#### WHAT IS EXPECTED:
Down to the last line, reproduce the records exactly.

#### DATA FOR THE TASK:
══════════
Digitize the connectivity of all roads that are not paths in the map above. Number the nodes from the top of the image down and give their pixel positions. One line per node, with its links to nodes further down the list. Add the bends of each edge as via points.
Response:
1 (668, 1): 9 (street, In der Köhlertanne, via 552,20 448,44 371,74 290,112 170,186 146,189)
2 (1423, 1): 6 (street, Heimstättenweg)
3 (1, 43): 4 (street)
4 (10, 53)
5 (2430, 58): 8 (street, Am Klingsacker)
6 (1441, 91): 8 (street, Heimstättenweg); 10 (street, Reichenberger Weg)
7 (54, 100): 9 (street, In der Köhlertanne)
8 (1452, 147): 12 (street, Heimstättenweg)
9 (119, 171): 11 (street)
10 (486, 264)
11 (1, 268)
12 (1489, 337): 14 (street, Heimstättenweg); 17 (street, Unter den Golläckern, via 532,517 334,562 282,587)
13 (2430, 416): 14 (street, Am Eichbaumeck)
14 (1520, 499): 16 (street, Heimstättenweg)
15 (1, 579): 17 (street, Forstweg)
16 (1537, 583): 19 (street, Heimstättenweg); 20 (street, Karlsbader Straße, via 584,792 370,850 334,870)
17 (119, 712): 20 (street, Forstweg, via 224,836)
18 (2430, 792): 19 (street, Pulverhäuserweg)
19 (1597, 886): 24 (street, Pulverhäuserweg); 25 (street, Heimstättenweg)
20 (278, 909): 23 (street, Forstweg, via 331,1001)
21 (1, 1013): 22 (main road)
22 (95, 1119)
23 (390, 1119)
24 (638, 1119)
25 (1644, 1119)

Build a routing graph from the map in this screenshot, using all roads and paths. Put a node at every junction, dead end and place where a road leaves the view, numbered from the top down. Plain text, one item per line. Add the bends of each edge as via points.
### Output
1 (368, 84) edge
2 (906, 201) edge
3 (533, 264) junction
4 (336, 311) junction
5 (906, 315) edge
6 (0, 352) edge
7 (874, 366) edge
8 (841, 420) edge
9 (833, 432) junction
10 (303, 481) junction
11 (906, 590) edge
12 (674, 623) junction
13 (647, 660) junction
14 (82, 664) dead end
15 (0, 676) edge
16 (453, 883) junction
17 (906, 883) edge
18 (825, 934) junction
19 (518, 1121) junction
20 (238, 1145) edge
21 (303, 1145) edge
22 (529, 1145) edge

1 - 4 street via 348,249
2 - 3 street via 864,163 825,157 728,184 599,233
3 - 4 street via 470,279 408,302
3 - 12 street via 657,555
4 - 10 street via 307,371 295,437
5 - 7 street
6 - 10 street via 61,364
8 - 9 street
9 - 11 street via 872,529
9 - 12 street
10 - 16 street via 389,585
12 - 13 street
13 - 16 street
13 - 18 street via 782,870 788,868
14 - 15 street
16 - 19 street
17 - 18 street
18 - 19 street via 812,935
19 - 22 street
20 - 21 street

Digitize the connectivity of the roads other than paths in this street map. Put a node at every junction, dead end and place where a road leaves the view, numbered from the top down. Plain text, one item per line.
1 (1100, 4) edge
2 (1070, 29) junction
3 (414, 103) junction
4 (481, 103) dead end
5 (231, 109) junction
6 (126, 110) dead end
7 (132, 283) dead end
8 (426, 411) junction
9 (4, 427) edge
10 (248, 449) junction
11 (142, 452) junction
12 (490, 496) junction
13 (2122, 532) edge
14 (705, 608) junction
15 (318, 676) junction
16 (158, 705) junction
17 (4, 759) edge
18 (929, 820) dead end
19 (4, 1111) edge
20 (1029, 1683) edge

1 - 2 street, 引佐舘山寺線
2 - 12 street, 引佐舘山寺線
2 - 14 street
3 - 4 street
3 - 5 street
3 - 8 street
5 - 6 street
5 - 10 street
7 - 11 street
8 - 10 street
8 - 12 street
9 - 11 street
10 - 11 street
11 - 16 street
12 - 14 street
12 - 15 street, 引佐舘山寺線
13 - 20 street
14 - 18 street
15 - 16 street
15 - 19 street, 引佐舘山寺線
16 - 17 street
══════════
#### EXPECTED ANSWER:
Digitize the connectivity of all roads that are not paths in the map above. Number the nodes from the top of the image down and give their pixel positions. One line per node, with its links to nodes further down the list. Add the bends of each edge as via points.
Response:
1 (668, 1): 9 (street, In der Köhlertanne, via 552,20 448,44 371,74 290,112 170,186 146,189)
2 (1423, 1): 6 (street, Heimstättenweg)
3 (1, 43): 4 (street)
4 (10, 53)
5 (2430, 58): 8 (street, Am Klingsacker)
6 (1441, 91): 8 (street, Heimstättenweg); 10 (street, Reichenberger Weg)
7 (54, 100): 9 (street, In der Köhlertanne)
8 (1452, 147): 12 (street, Heimstättenweg)
9 (119, 171): 11 (street)
10 (486, 264)
11 (1, 268)
12 (1489, 337): 14 (street, Heimstättenweg); 17 (street, Unter den Golläckern, via 532,517 334,562 282,587)
13 (2430, 416): 14 (street, Am Eichbaumeck)
14 (1520, 499): 16 (street, Heimstättenweg)
15 (1, 579): 17 (street, Forstweg)
16 (1537, 583): 19 (street, Heimstättenweg); 20 (street, Karlsbader Straße, via 584,792 370,850 334,870)
17 (119, 712): 20 (street, Forstweg, via 224,836)
18 (2430, 792): 19 (street, Pulverhäuserweg)
19 (1597, 886): 24 (street, Pulverhäuserweg); 25 (street, Heimstättenweg)
20 (278, 909): 23 (street, Forstweg, via 331,1001)
21 (1, 1013): 22 (main road)
22 (95, 1119)
23 (390, 1119)
24 (638, 1119)
25 (1644, 1119)

Build a routing graph from the map in this screenshot, using all roads and paths. Put a node at every junction, dead end and place where a road leaves the view, numbered from the top down. Plain text, one item per line. Add the bends of each edge as via points.
### Output
1 (368, 84) edge
2 (906, 201) edge
3 (533, 264) junction
4 (336, 311) junction
5 (906, 315) edge
6 (0, 352) edge
7 (874, 366) edge
8 (841, 420) edge
9 (833, 432) junction
10 (303, 481) junction
11 (906, 590) edge
12 (674, 623) junction
13 (647, 660) junction
14 (82, 664) dead end
15 (0, 676) edge
16 (453, 883) junction
17 (906, 883) edge
18 (825, 934) junction
19 (518, 1121) junction
20 (238, 1145) edge
21 (303, 1145) edge
22 (529, 1145) edge

1 - 4 street via 348,249
2 - 3 street via 864,163 825,157 728,184 599,233
3 - 4 street via 470,279 408,302
3 - 12 street via 657,555
4 - 10 street via 307,371 295,437
5 - 7 street
6 - 10 street via 61,364
8 - 9 street
9 - 11 street via 872,529
9 - 12 street
10 - 16 street via 389,585
12 - 13 street
13 - 16 street
13 - 18 street via 782,870 788,868
14 - 15 street
16 - 19 street
17 - 18 street
18 - 19 street via 812,935
19 - 22 street
20 - 21 street

Digitize the connectivity of the roads other than paths in this street map. Put a node at every junction, dead end and place where a road leaves the view, numbered from the top down. Plain text, one item per line.
1 (1100, 4) edge
2 (1070, 29) junction
3 (414, 103) junction
4 (481, 103) dead end
5 (231, 109) junction
6 (126, 110) dead end
7 (132, 283) dead end
8 (426, 411) junction
9 (4, 427) edge
10 (248, 449) junction
11 (142, 452) junction
12 (490, 496) junction
13 (2122, 532) edge
14 (705, 608) junction
15 (318, 676) junction
16 (158, 705) junction
17 (4, 759) edge
18 (929, 820) dead end
19 (4, 1111) edge
20 (1029, 1683) edge

1 - 2 street, 引佐舘山寺線
2 - 12 street, 引佐舘山寺線
2 - 14 street
3 - 4 street
3 - 5 street
3 - 8 street
5 - 6 street
5 - 10 street
7 - 11 street
8 - 10 street
8 - 12 street
9 - 11 street
10 - 11 street
11 - 16 street
12 - 14 street
12 - 15 street, 引佐舘山寺線
13 - 20 street
14 - 18 street
15 - 16 street
15 - 19 street, 引佐舘山寺線
16 - 17 street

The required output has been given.